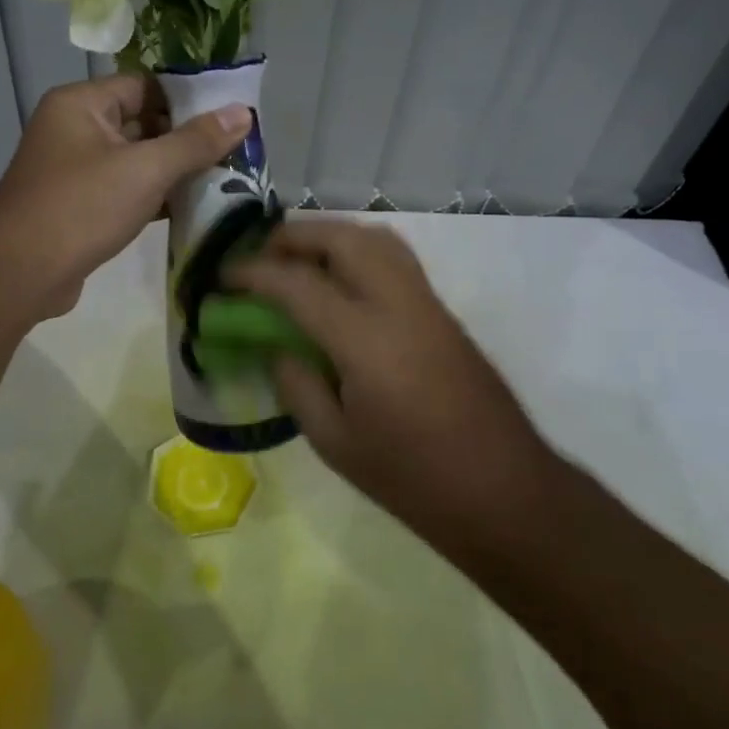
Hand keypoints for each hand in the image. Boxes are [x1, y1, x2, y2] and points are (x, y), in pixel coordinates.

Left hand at [0, 76, 250, 318]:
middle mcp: (75, 128)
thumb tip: (244, 112)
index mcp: (82, 104)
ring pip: (137, 159)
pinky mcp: (81, 204)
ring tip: (227, 176)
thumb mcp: (145, 170)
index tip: (232, 114)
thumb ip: (196, 141)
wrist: (18, 276)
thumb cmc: (81, 208)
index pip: (145, 85)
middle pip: (143, 121)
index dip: (189, 98)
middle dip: (188, 137)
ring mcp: (76, 169)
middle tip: (237, 149)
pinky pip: (127, 188)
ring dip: (176, 169)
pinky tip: (195, 206)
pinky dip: (157, 195)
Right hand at [225, 220, 554, 546]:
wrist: (506, 492)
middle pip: (341, 238)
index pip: (296, 284)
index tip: (222, 276)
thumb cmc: (414, 480)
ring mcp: (426, 302)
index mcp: (364, 339)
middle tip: (261, 258)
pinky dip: (357, 250)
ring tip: (297, 260)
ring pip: (374, 238)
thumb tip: (276, 346)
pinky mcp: (442, 311)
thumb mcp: (335, 444)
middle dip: (293, 237)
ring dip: (328, 236)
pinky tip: (339, 282)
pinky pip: (393, 257)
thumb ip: (296, 385)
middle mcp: (397, 303)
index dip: (252, 273)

PROMPT: A verbatim transcript of the entries above is required, with the pictures left out.

ANSWER:
Hand keypoints for each hand in the image. Boxes are [x1, y1, x2, y2] and points are (x, y), in pixel coordinates.

Left hand at [0, 76, 250, 318]:
middle mcp: (75, 128)
thumb tip: (244, 112)
index mcp: (82, 104)
ring pip: (137, 159)
pinky mcp: (81, 204)
ring tip: (227, 176)
thumb mcp: (145, 170)
index tip: (232, 114)
thumb ip: (196, 141)
wrist: (18, 276)
thumb cmc: (81, 208)
index pip: (145, 85)
middle pip: (143, 121)
index dip: (189, 98)
middle dip: (188, 137)
ring mcp: (76, 169)
middle tip: (237, 149)
pinky pip: (127, 188)
ring dip: (176, 169)
pinky tip: (195, 206)
pinky dip: (157, 195)
Right hand at [225, 220, 554, 546]:
wrist: (506, 492)
middle pip: (341, 238)
index pip: (296, 284)
index tip: (222, 276)
thumb cmc: (414, 480)
ring mcp: (426, 302)
index mcp: (364, 339)
middle tip: (261, 258)
pinky dip: (357, 250)
ring tip: (297, 260)
ring pip: (374, 238)
thumb tip: (276, 346)
pinky mcp: (442, 311)
thumb mcp: (335, 444)
middle dip: (293, 237)
ring dip: (328, 236)
pinky tip: (339, 282)
pinky pip: (393, 257)
thumb ip: (296, 385)
middle mcp: (397, 303)
index dip: (252, 273)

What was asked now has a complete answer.